I'm going to record some of the Mel Bay pieces, and kind of re-live my childhood; maybe even go back and fix some mistakes...

Tuesday, July 24, 2012

Nike Air

I Sit In Shermans Studio Thinking "I Need To Check On Howard..."
Did someone once say "Be careful what you wish for, because you just might get it?"
I'm Already Jumping Higher
Last night, I was dropped off by Sherman at the boarded up building, where Howard was laying in his regular spot with an empty bag of Cheetoz (he's back to Cheetoz; I guess he ultimately looked at the Doritos that he had switched to and decided "this just isn't me; I'm leading a false life.." and switched back), an empty Pepsi bottle, the current novel that he's using to dissociate with, and a 24 oz. can of Icehouse beer; drank down to about an inch from the bottom.
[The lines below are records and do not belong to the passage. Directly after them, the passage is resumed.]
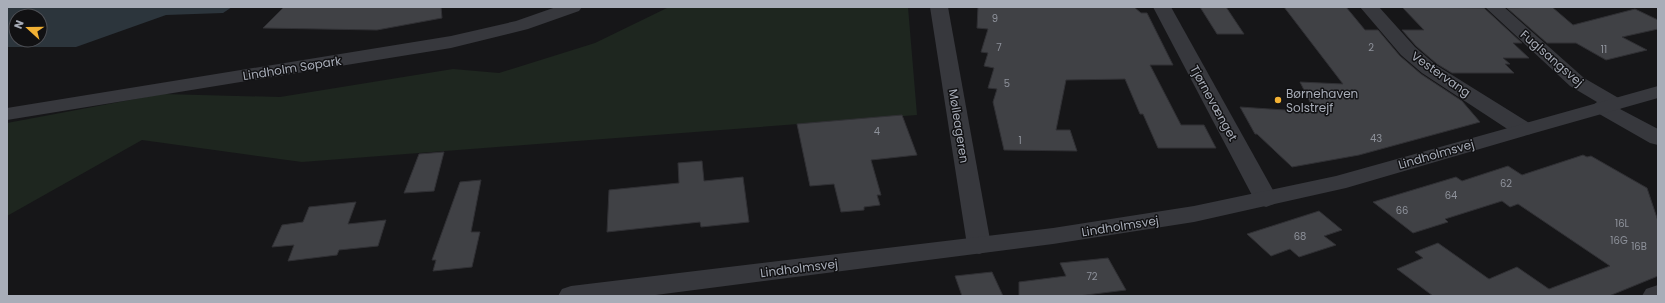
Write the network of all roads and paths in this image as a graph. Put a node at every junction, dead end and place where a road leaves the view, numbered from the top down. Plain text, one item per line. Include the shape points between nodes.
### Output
1 (573, 7) edge
2 (939, 7) edge
3 (1162, 7) edge
4 (1369, 7) edge
5 (1494, 7) edge
6 (1658, 92) edge
7 (1608, 106) junction
8 (7, 114) edge
9 (1523, 128) junction
10 (1658, 138) edge
11 (1266, 199) junction
12 (979, 245) junction
13 (1658, 295) edge
14 (570, 296) edge
15 (1655, 296) edge

1 - 8 street, Lindholm Søpark via 522,25 451,42
2 - 12 street, Mølleageren
3 - 11 street, Tjørnevænget
4 - 9 street, Vestervang via 1408,51 1429,69
5 - 7 street, Fuglsangsvej via 1577,82
6 - 7 street, Lindholmsvej
7 - 9 street, Lindholmsvej
7 - 10 street, Fuglsangsvej
9 - 11 street, Lindholmsvej via 1338,183
11 - 12 street, Lindholmsvej via 1186,215
12 - 14 street, Lindholmsvej
13 - 15 street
I went across the street for a 24 oz. beer of my own and, sitting out front was a white guy (a bit unusual in itself) who was selling a "brand new" pair of Nike Air sneakers for 10 dollars.
He said that he had "payed" 80 bucks for them, but was in a financial crisis.
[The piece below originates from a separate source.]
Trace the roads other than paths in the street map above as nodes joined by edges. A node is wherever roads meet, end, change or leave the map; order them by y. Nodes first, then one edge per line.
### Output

I had just been telling Sherman during the ride, that I needed to set bits of money aside here and there for expenses that periodically come up. I mentioned my sneakers, which are starting to come apart as a prime example of something that I would eventually need "40 bucks" to replace. And there was the kid, right across the street from the boarded up building selling sneakers that are my size.
I parted with the 10 dollars, after agonizing for what seemed a half hour -inspecting the holes in the Reboks that I had on; calculating the amount of money in my pocket; wishing that I busked by sitting on a milk crate or standing up, instead of destroying every piece of footwear that I have owned in the past 5 years by sitting "Indian style."
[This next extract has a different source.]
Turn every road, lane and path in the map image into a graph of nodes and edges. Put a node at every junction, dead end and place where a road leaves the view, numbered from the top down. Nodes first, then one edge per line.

I need to Google the things to see if they are actually 80 dollar sneakers, although I doubt that the kid paid full price -something about the way he hurried off with the 10 dollars in the direction of where crack is sold cast aspersions on his character...
As Howard Snored Away
I got back to the building, cracked open my beer, and as I sipped it I wondered why the hell I came back to Scotlandville.
The power has been shut off at the building and so it is not only no longer a recording studio, it is no longer a place for listening to music, reading electronic books, writing or studying computer programming.
All that might change, though if I get the Samsung laptop working and it has a decent battery in it that might give me 5 hours of "life" or so.
At that point, I will be able to find a quiet place to record music, or a place with interesting acoustics, like inside a 10 foot in diameter pipe, like one that is in Saint Augustine and is made out of metal.
No Uncertain Terms
Speaking of Saint Augustine, I found this picture of my old friend, Larry, taken apparently around the time when I was in that historical city that did everything that it could to run the buskers and homeless people in general away.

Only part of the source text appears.